*What you are asked to do:* Each record has to be repeated exactly as given.

-=-=-

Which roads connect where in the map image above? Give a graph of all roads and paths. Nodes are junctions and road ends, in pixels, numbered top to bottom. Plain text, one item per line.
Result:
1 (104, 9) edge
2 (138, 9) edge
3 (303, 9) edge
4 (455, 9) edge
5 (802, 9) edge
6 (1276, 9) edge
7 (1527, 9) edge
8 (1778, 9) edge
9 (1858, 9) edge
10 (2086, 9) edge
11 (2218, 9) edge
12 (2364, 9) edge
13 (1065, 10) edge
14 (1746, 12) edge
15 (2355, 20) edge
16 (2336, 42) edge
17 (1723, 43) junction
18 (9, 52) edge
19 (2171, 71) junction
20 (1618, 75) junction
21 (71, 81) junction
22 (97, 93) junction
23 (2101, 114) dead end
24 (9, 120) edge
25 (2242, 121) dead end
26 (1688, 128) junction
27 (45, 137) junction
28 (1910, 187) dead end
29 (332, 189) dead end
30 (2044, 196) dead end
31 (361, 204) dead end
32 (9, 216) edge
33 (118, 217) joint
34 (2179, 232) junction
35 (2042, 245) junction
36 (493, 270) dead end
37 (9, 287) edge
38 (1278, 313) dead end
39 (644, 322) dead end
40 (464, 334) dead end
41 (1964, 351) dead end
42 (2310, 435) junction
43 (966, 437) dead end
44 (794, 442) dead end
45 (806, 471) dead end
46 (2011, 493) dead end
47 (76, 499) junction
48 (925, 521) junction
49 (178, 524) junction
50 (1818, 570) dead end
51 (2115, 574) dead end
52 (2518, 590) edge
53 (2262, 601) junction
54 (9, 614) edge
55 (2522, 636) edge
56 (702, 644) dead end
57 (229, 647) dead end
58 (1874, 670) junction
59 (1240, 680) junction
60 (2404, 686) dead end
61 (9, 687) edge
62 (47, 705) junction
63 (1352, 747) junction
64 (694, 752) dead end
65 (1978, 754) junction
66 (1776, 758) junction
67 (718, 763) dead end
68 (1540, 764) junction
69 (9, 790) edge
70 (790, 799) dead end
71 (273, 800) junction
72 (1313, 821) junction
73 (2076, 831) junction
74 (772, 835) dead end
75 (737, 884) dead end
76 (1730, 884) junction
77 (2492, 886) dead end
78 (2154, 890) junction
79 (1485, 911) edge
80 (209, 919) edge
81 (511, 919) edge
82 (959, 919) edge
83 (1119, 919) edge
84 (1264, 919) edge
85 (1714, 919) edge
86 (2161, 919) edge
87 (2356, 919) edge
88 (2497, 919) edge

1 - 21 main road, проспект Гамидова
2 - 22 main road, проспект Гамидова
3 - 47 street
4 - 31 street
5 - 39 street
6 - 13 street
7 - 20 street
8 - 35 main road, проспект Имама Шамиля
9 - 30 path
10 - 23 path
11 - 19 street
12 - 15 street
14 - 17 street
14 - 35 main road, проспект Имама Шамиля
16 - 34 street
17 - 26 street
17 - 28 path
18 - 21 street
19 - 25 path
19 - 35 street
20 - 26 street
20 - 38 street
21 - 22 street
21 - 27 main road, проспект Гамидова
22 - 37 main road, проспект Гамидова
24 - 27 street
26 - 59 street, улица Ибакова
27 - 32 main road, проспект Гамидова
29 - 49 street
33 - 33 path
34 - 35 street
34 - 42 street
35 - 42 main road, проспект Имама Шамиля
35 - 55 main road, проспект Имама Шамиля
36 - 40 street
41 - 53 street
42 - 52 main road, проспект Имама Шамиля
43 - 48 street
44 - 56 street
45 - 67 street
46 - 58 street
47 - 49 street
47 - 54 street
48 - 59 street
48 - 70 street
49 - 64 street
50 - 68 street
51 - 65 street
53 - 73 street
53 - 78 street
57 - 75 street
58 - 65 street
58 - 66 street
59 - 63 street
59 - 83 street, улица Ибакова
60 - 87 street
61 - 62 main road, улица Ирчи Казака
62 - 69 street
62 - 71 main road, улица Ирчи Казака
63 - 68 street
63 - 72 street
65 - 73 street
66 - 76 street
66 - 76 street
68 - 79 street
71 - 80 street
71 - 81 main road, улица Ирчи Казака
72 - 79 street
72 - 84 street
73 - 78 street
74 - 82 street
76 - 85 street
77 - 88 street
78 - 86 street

-=-=-

*Expected output:*
Which roads connect where in the map image above? Give a graph of all roads and paths. Nodes are junctions and road ends, in pixels, numbered top to bottom. Plain text, one item per line.
Result:
1 (104, 9) edge
2 (138, 9) edge
3 (303, 9) edge
4 (455, 9) edge
5 (802, 9) edge
6 (1276, 9) edge
7 (1527, 9) edge
8 (1778, 9) edge
9 (1858, 9) edge
10 (2086, 9) edge
11 (2218, 9) edge
12 (2364, 9) edge
13 (1065, 10) edge
14 (1746, 12) edge
15 (2355, 20) edge
16 (2336, 42) edge
17 (1723, 43) junction
18 (9, 52) edge
19 (2171, 71) junction
20 (1618, 75) junction
21 (71, 81) junction
22 (97, 93) junction
23 (2101, 114) dead end
24 (9, 120) edge
25 (2242, 121) dead end
26 (1688, 128) junction
27 (45, 137) junction
28 (1910, 187) dead end
29 (332, 189) dead end
30 (2044, 196) dead end
31 (361, 204) dead end
32 (9, 216) edge
33 (118, 217) joint
34 (2179, 232) junction
35 (2042, 245) junction
36 (493, 270) dead end
37 (9, 287) edge
38 (1278, 313) dead end
39 (644, 322) dead end
40 (464, 334) dead end
41 (1964, 351) dead end
42 (2310, 435) junction
43 (966, 437) dead end
44 (794, 442) dead end
45 (806, 471) dead end
46 (2011, 493) dead end
47 (76, 499) junction
48 (925, 521) junction
49 (178, 524) junction
50 (1818, 570) dead end
51 (2115, 574) dead end
52 (2518, 590) edge
53 (2262, 601) junction
54 (9, 614) edge
55 (2522, 636) edge
56 (702, 644) dead end
57 (229, 647) dead end
58 (1874, 670) junction
59 (1240, 680) junction
60 (2404, 686) dead end
61 (9, 687) edge
62 (47, 705) junction
63 (1352, 747) junction
64 (694, 752) dead end
65 (1978, 754) junction
66 (1776, 758) junction
67 (718, 763) dead end
68 (1540, 764) junction
69 (9, 790) edge
70 (790, 799) dead end
71 (273, 800) junction
72 (1313, 821) junction
73 (2076, 831) junction
74 (772, 835) dead end
75 (737, 884) dead end
76 (1730, 884) junction
77 (2492, 886) dead end
78 (2154, 890) junction
79 (1485, 911) edge
80 (209, 919) edge
81 (511, 919) edge
82 (959, 919) edge
83 (1119, 919) edge
84 (1264, 919) edge
85 (1714, 919) edge
86 (2161, 919) edge
87 (2356, 919) edge
88 (2497, 919) edge

1 - 21 main road, проспект Гамидова
2 - 22 main road, проспект Гамидова
3 - 47 street
4 - 31 street
5 - 39 street
6 - 13 street
7 - 20 street
8 - 35 main road, проспект Имама Шамиля
9 - 30 path
10 - 23 path
11 - 19 street
12 - 15 street
14 - 17 street
14 - 35 main road, проспект Имама Шамиля
16 - 34 street
17 - 26 street
17 - 28 path
18 - 21 street
19 - 25 path
19 - 35 street
20 - 26 street
20 - 38 street
21 - 22 street
21 - 27 main road, проспект Гамидова
22 - 37 main road, проспект Гамидова
24 - 27 street
26 - 59 street, улица Ибакова
27 - 32 main road, проспект Гамидова
29 - 49 street
33 - 33 path
34 - 35 street
34 - 42 street
35 - 42 main road, проспект Имама Шамиля
35 - 55 main road, проспект Имама Шамиля
36 - 40 street
41 - 53 street
42 - 52 main road, проспект Имама Шамиля
43 - 48 street
44 - 56 street
45 - 67 street
46 - 58 street
47 - 49 street
47 - 54 street
48 - 59 street
48 - 70 street
49 - 64 street
50 - 68 street
51 - 65 street
53 - 73 street
53 - 78 street
57 - 75 street
58 - 65 street
58 - 66 street
59 - 63 street
59 - 83 street, улица Ибакова
60 - 87 street
61 - 62 main road, улица Ирчи Казака
62 - 69 street
62 - 71 main road, улица Ирчи Казака
63 - 68 street
63 - 72 street
65 - 73 street
66 - 76 street
66 - 76 street
68 - 79 street
71 - 80 street
71 - 81 main road, улица Ирчи Казака
72 - 79 street
72 - 84 street
73 - 78 street
74 - 82 street
76 - 85 street
77 - 88 street
78 - 86 street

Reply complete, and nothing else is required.